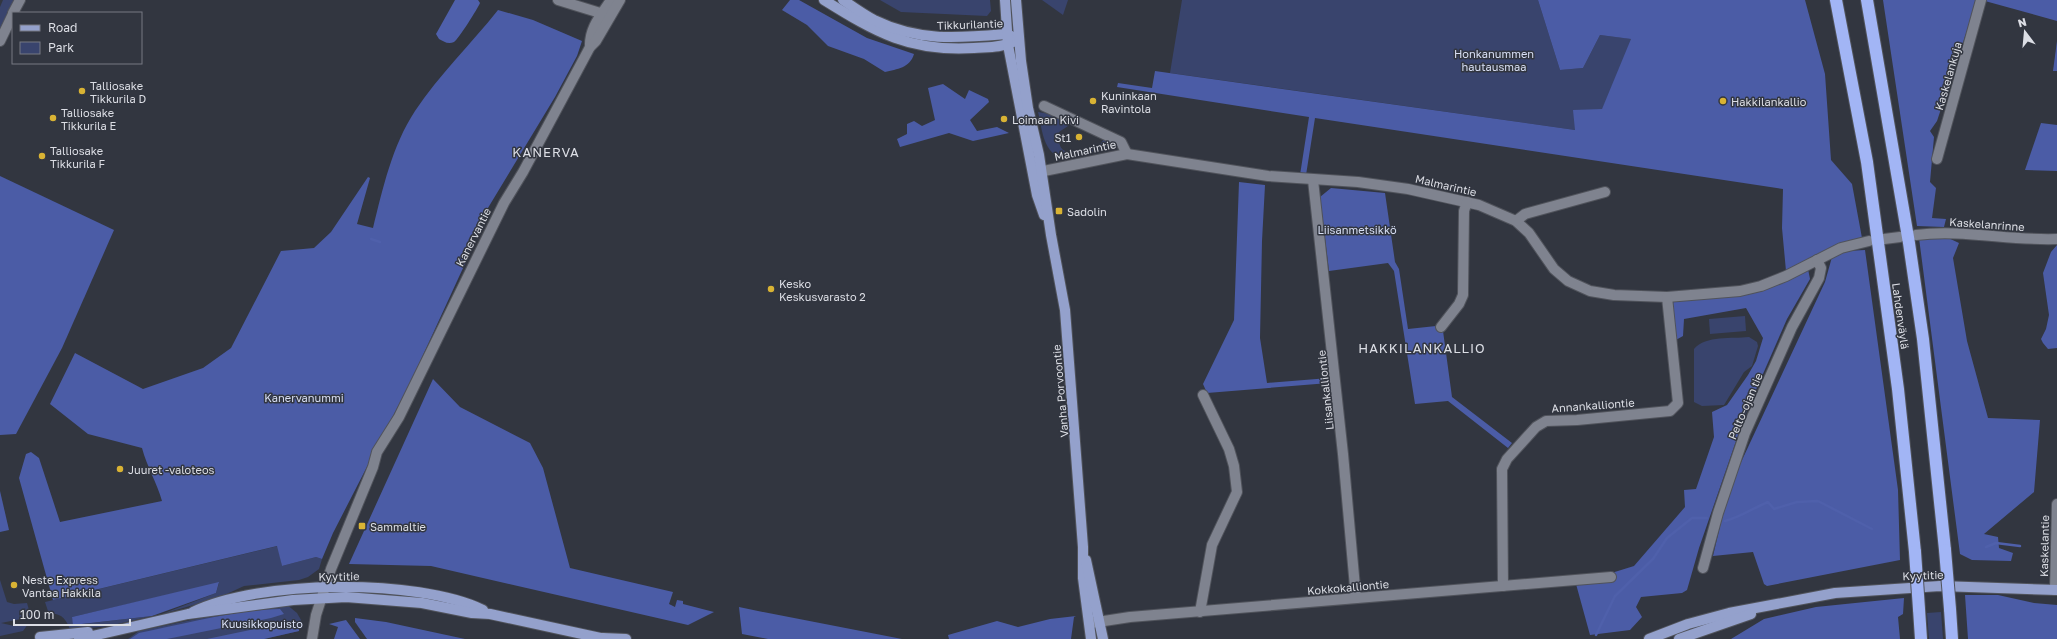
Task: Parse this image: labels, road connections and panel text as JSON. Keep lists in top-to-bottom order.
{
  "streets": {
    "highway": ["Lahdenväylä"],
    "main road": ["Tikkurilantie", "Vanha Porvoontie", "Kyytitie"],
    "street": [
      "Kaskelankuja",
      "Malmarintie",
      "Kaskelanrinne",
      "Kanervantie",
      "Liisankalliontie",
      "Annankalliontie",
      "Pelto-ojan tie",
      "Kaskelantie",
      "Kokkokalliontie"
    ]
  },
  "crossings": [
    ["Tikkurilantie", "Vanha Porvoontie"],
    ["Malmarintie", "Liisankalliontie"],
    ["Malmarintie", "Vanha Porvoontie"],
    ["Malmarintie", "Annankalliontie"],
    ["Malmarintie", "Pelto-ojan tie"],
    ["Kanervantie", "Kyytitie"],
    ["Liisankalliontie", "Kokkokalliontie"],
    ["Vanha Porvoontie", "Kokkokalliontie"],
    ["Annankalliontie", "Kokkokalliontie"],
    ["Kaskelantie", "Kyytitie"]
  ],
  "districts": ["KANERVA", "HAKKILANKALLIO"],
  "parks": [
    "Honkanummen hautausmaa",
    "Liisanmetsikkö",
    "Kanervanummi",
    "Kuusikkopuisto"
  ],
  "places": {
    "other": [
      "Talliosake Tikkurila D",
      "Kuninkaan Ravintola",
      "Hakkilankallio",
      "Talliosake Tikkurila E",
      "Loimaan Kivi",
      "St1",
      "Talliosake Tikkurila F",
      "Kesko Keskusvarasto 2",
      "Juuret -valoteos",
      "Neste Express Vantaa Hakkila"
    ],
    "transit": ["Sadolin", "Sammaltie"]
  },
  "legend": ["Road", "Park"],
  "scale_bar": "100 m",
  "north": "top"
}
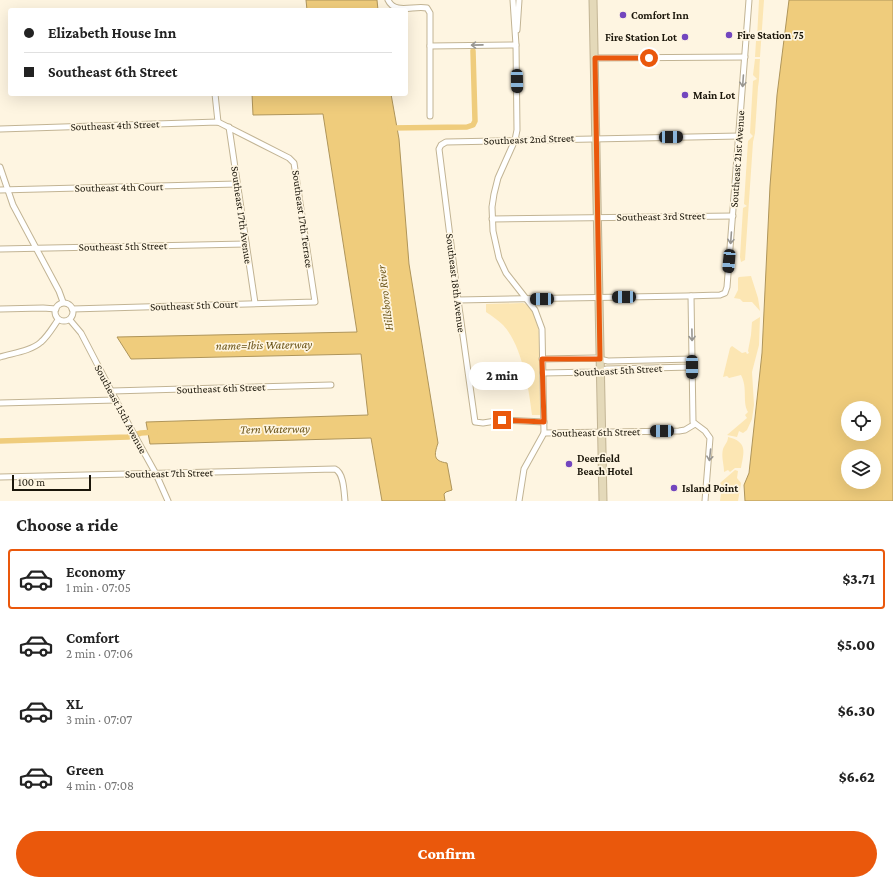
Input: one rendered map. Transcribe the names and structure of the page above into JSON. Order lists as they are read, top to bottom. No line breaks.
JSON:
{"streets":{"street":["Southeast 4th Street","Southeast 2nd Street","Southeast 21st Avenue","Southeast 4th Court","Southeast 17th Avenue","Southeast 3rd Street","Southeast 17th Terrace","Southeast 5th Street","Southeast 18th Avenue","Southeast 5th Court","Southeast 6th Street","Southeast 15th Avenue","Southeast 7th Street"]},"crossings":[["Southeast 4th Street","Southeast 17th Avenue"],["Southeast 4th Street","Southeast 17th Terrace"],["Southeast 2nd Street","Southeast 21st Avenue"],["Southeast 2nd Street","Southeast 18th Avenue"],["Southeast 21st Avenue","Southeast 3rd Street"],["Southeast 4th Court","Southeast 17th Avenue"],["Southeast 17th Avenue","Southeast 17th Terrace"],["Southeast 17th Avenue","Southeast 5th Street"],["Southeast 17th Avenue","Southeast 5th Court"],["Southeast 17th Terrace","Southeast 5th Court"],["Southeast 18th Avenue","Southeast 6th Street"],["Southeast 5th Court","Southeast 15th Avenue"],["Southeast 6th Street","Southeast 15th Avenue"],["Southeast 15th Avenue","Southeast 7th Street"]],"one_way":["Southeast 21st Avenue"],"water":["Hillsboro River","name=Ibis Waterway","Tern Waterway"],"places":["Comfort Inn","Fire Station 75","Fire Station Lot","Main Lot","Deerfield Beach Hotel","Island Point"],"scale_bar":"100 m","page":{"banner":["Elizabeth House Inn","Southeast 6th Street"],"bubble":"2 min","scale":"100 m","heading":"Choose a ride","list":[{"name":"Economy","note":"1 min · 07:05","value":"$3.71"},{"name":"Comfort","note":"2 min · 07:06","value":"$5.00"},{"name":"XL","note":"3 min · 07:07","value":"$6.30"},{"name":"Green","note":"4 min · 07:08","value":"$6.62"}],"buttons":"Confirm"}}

---

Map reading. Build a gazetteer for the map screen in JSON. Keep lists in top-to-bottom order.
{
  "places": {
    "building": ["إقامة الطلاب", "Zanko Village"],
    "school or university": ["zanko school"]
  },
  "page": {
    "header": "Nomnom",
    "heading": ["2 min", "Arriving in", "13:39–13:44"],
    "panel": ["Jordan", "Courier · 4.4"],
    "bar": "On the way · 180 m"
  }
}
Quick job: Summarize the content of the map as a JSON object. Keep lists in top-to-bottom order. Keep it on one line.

...

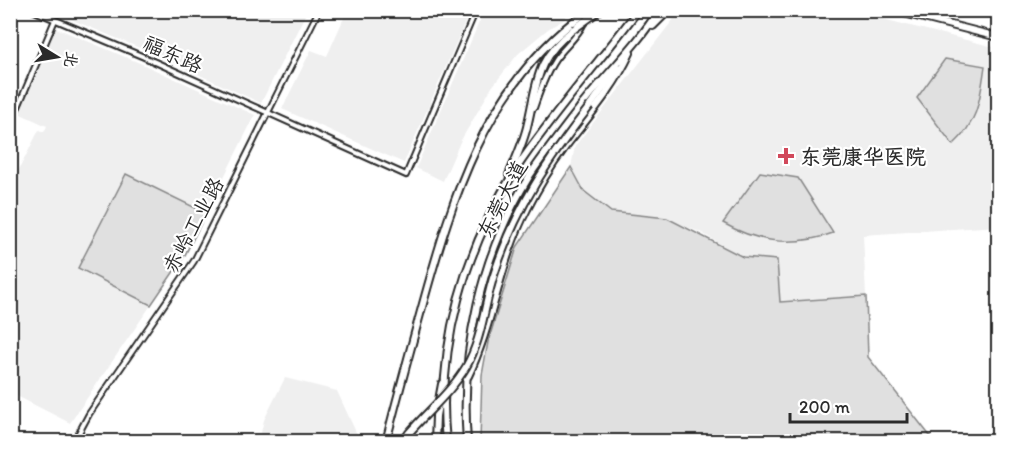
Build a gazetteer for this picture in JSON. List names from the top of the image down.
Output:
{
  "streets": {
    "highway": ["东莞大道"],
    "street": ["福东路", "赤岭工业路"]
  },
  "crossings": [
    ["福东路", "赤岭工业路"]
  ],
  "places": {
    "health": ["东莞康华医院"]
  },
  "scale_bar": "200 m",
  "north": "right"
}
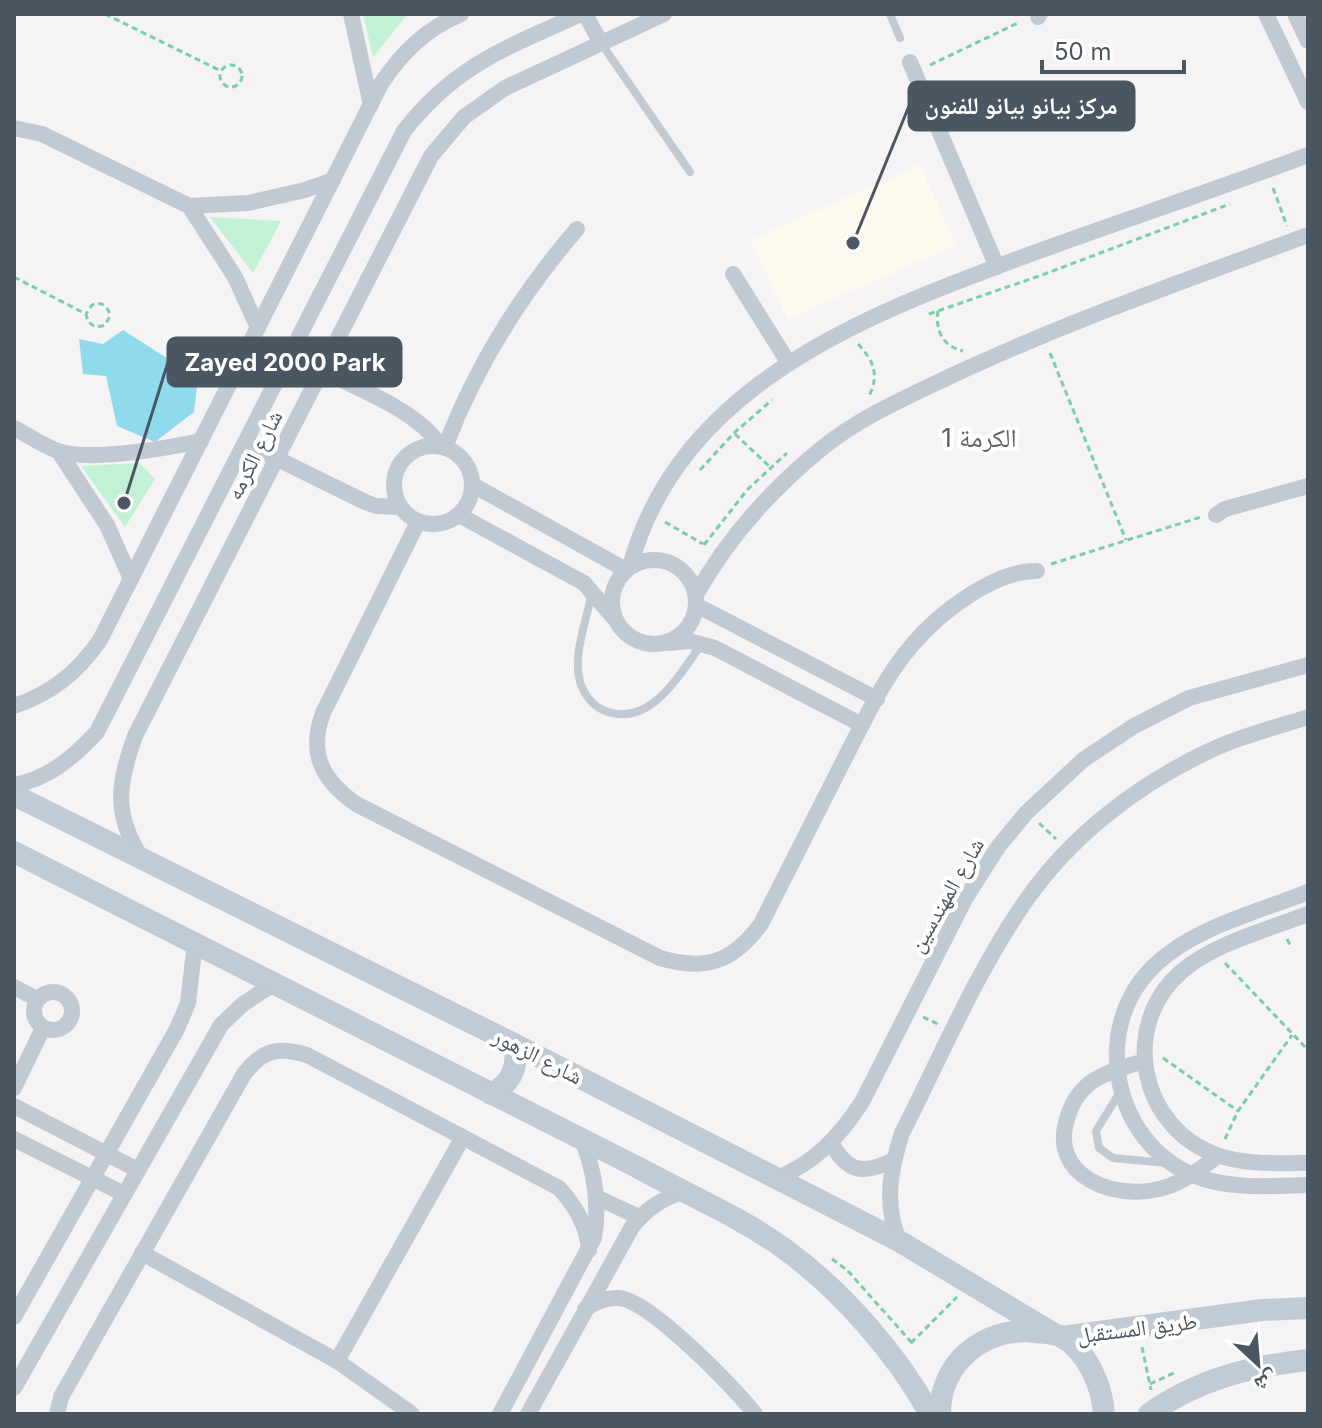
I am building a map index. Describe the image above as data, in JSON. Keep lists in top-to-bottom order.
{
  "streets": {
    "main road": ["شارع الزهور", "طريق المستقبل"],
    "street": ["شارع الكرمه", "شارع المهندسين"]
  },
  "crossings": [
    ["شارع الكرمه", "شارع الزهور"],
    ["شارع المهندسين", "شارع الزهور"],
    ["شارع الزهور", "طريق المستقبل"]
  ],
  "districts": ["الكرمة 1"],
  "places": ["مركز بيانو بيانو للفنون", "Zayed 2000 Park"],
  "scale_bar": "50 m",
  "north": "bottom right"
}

## WORK REQUEST
Above are the entries. Output exactly the lines beginning with the line that has "Map reading. Build" and ending with the line that has "Quick job: Summarize".

## TASK RESPONSE
Map reading. Build a gazetteer for the map screen in JSON. Keep lists in top-to-bottom order.
{
  "places": {
    "building": ["إقامة الطلاب", "Zanko Village"],
    "school or university": ["zanko school"]
  },
  "page": {
    "header": "Nomnom",
    "heading": ["2 min", "Arriving in", "13:39–13:44"],
    "panel": ["Jordan", "Courier · 4.4"],
    "bar": "On the way · 180 m"
  }
}
Quick job: Summarize the content of the map as a JSON object. Keep lists in top-to-bottom order. Keep it on one line.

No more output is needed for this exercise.